わたくしも経験があるから分かるのですが、オーガナイザーは非常に気持ちがくたびれるものです。この会合もあしたまでです。

さっきJack Szostakさんの講演が終わりました。素晴らしい講演でした。穏やかで真摯な人柄と学問を徹底的に究めようとする態度が渾然となった、ほんとに聞き終わったときに「いやー満足したなあ」と言える講演でした。
やはりノーベル賞というのはいいものでこうやって毎年こういう雰囲気を漂わす研究者が増えていくのはとてもいいことです。比較はあんまり良くないのですが、非常においしい晩ご飯を食べた後のなんともいえないご馳走満腹感的な感がありました。
わたくしも短時間紹介の時間をいただいてSzostakさんについて語りました。
後で何人ものひとにとても良かったといってもらえました。
嬉しいことです。

ちょっと部屋で休んで7時過ぎからのバンケットにいきます。
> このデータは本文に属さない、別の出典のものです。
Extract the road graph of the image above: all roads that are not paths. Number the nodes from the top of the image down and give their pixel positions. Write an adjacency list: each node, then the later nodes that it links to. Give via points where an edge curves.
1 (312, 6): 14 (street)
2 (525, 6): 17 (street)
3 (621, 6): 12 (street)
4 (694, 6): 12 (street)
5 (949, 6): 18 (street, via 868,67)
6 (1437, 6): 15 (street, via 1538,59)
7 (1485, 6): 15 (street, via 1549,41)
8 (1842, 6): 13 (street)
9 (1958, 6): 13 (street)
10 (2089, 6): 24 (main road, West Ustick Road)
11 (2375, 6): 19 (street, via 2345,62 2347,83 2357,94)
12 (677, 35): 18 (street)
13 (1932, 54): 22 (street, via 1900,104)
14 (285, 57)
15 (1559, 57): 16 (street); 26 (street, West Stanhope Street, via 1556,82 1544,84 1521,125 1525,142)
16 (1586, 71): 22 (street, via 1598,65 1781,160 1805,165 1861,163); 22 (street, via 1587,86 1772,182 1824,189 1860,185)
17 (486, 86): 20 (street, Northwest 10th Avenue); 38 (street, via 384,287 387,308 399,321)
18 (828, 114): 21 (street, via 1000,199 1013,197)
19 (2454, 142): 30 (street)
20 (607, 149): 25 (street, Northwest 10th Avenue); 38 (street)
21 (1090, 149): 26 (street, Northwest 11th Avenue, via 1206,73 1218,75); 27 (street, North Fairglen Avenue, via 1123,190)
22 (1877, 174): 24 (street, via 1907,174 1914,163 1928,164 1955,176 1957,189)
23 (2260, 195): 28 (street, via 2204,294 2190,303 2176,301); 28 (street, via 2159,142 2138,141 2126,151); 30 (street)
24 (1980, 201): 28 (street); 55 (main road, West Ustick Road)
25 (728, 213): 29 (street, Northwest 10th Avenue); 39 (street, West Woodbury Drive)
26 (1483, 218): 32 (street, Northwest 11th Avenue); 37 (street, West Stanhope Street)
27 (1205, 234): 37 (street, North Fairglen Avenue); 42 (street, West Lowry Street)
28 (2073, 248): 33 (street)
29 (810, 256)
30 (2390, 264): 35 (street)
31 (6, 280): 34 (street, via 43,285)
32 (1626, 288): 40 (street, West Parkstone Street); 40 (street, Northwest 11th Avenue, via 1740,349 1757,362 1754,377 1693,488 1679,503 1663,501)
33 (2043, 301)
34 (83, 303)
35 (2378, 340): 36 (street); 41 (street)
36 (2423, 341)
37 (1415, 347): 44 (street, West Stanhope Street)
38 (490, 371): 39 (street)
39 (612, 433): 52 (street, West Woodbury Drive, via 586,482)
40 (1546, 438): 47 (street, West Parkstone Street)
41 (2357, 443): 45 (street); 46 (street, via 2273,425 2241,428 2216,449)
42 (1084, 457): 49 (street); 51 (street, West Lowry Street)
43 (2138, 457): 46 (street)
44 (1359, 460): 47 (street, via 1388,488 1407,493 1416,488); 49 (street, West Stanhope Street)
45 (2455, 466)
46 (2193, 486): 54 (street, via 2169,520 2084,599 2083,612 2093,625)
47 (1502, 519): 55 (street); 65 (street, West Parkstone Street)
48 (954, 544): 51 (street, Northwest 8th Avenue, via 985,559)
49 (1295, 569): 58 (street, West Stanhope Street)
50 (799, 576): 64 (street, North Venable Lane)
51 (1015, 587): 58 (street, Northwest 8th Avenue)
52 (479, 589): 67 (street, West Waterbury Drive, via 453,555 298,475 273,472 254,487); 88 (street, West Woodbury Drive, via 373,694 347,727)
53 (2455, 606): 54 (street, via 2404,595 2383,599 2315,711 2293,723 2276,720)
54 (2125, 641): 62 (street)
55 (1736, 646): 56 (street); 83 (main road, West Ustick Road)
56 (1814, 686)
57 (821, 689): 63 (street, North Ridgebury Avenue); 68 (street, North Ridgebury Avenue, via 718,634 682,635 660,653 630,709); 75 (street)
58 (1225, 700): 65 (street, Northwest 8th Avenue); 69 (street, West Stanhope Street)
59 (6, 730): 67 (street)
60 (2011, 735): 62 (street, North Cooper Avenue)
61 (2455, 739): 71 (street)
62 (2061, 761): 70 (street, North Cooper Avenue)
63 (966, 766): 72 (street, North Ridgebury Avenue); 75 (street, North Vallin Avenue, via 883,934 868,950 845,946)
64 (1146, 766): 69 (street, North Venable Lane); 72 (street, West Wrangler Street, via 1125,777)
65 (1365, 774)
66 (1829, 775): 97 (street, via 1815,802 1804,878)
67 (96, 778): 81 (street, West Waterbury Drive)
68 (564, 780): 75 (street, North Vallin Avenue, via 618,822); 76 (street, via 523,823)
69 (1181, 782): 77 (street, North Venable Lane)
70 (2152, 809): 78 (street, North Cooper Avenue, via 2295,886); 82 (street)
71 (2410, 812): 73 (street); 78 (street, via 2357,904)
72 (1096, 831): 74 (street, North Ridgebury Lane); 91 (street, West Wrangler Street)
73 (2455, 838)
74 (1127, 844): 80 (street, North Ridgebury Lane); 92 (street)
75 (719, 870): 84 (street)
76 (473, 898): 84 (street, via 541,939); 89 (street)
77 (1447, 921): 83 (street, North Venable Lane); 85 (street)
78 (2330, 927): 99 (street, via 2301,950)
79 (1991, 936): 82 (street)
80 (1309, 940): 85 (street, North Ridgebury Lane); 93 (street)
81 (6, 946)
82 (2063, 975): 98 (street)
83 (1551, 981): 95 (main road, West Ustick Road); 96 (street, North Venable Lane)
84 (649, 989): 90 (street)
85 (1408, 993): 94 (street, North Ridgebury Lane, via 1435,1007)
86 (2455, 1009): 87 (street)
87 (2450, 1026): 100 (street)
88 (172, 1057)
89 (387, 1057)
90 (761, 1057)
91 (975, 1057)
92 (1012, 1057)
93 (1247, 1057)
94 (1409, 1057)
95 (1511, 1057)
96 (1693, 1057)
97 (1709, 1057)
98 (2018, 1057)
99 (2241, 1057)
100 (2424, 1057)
海沿いで野外でやるのでジャケットをきてくるようにという連絡がありました。バンケットですから一番の交流が出来るのですが、日本からは若い人はある程度いますが、現役バリバリはほんとに少ないです。しかたないのかもしれません。国際的(グローバルといいません)な日本の存在感の低下はこういうところでもうずいぶん前から広範に起きているのです。人材の育成といいますが、論文書ける研究者を育てればいいだけではありません。存在感がある研究者を沢山つくらない。
まだそういうことになると東アジアの存在感は非常に希薄ですね。
基礎科学の分野だからだとおもいます。応用面ではiPS細胞をはじめさぞ日本の人材育成も強いのでしょう。そうでなければお金をいっときのちょっとした流行に使ってしまうことになります。

でも、こういう会はノーベル賞の受賞者が三人もきているのですから、しかも会期中ほとんどいるのですから、話そうと思えばいくらでも個人的にしゃべれるので、若者を派遣するのに最高です。もちろん中堅どころも「学ぶ気」があれば、いい経験のはずです。
基礎科学での長期にわたる国際交流の軽視はそのうちとんでもないしっぺ返しが日本を見舞うでしょう。基礎科学の中でも激しい競争があるのに、この会合などはまるで別天地のように人々は善意でなごやかです。

わたくしも明日帰国です。時差の関係はありますが日本には2日に着くのだと思います。